• [Supplied entries]:
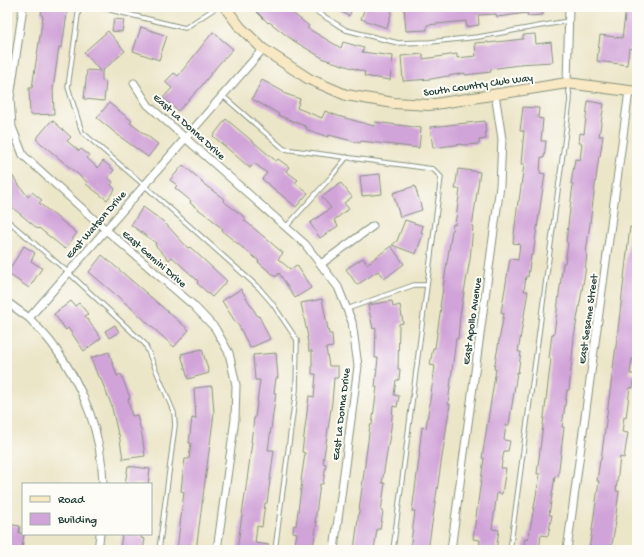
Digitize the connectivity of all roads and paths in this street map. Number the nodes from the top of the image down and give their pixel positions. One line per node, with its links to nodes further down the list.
1 (22, 7): 21 (street, East Gemini Drive)
2 (80, 7): 17 (lane)
3 (98, 7): 4 (lane)
4 (217, 7)
5 (225, 7): 9 (street)
6 (309, 7): 8 (lane)
7 (569, 7): 8 (street)
8 (568, 21): 11 (street)
9 (263, 49): 13 (street, South Country Club Way); 14 (street, East Watson Drive)
10 (134, 83): 15 (street, East La Donna Drive)
11 (567, 83): 12 (street, South Country Club Way); 13 (street, South Country Club Way); 38 (lane)
12 (633, 91): 39 (street, East Sesame Street)
13 (495, 94): 37 (street, East Apollo Avenue)
14 (222, 96): 15 (street, East Watson Drive); 16 (lane)
15 (186, 138): 17 (street, East Watson Drive); 20 (street, East La Donna Drive)
16 (347, 158): 20 (lane); 24 (lane)
17 (145, 186): 21 (street, East Watson Drive); 34 (lane)
18 (7, 220): 23 (lane)
19 (373, 226): 22 (street)
20 (286, 227): 22 (street, East La Donna Drive)
21 (106, 230): 23 (street, East Watson Drive); 33 (street, East Gemini Drive)
22 (322, 264): 26 (street, East La Donna Drive)
23 (68, 273): 27 (street, East Watson Drive); 32 (lane)
24 (427, 285): 26 (lane); 36 (lane)
25 (7, 302): 27 (street)
26 (347, 309): 35 (street, East La Donna Drive)
27 (29, 318): 28 (street)
28 (102, 483)
29 (100, 535): 31 (street)
30 (637, 544): 40 (path)
31 (98, 550)
32 (159, 550)
33 (217, 550)
34 (275, 550)
35 (334, 550)
36 (393, 550)
37 (451, 550)
38 (510, 550)
39 (567, 550)
40 (636, 550)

• [What to work on]: Working from the lines above, reproduce the material exactly and exclude its pictures.

• [Result for this task]:
Digitize the connectivity of all roads and paths in this street map. Number the nodes from the top of the image down and give their pixel positions. One line per node, with its links to nodes further down the list.
1 (22, 7): 21 (street, East Gemini Drive)
2 (80, 7): 17 (lane)
3 (98, 7): 4 (lane)
4 (217, 7)
5 (225, 7): 9 (street)
6 (309, 7): 8 (lane)
7 (569, 7): 8 (street)
8 (568, 21): 11 (street)
9 (263, 49): 13 (street, South Country Club Way); 14 (street, East Watson Drive)
10 (134, 83): 15 (street, East La Donna Drive)
11 (567, 83): 12 (street, South Country Club Way); 13 (street, South Country Club Way); 38 (lane)
12 (633, 91): 39 (street, East Sesame Street)
13 (495, 94): 37 (street, East Apollo Avenue)
14 (222, 96): 15 (street, East Watson Drive); 16 (lane)
15 (186, 138): 17 (street, East Watson Drive); 20 (street, East La Donna Drive)
16 (347, 158): 20 (lane); 24 (lane)
17 (145, 186): 21 (street, East Watson Drive); 34 (lane)
18 (7, 220): 23 (lane)
19 (373, 226): 22 (street)
20 (286, 227): 22 (street, East La Donna Drive)
21 (106, 230): 23 (street, East Watson Drive); 33 (street, East Gemini Drive)
22 (322, 264): 26 (street, East La Donna Drive)
23 (68, 273): 27 (street, East Watson Drive); 32 (lane)
24 (427, 285): 26 (lane); 36 (lane)
25 (7, 302): 27 (street)
26 (347, 309): 35 (street, East La Donna Drive)
27 (29, 318): 28 (street)
28 (102, 483)
29 (100, 535): 31 (street)
30 (637, 544): 40 (path)
31 (98, 550)
32 (159, 550)
33 (217, 550)
34 (275, 550)
35 (334, 550)
36 (393, 550)
37 (451, 550)
38 (510, 550)
39 (567, 550)
40 (636, 550)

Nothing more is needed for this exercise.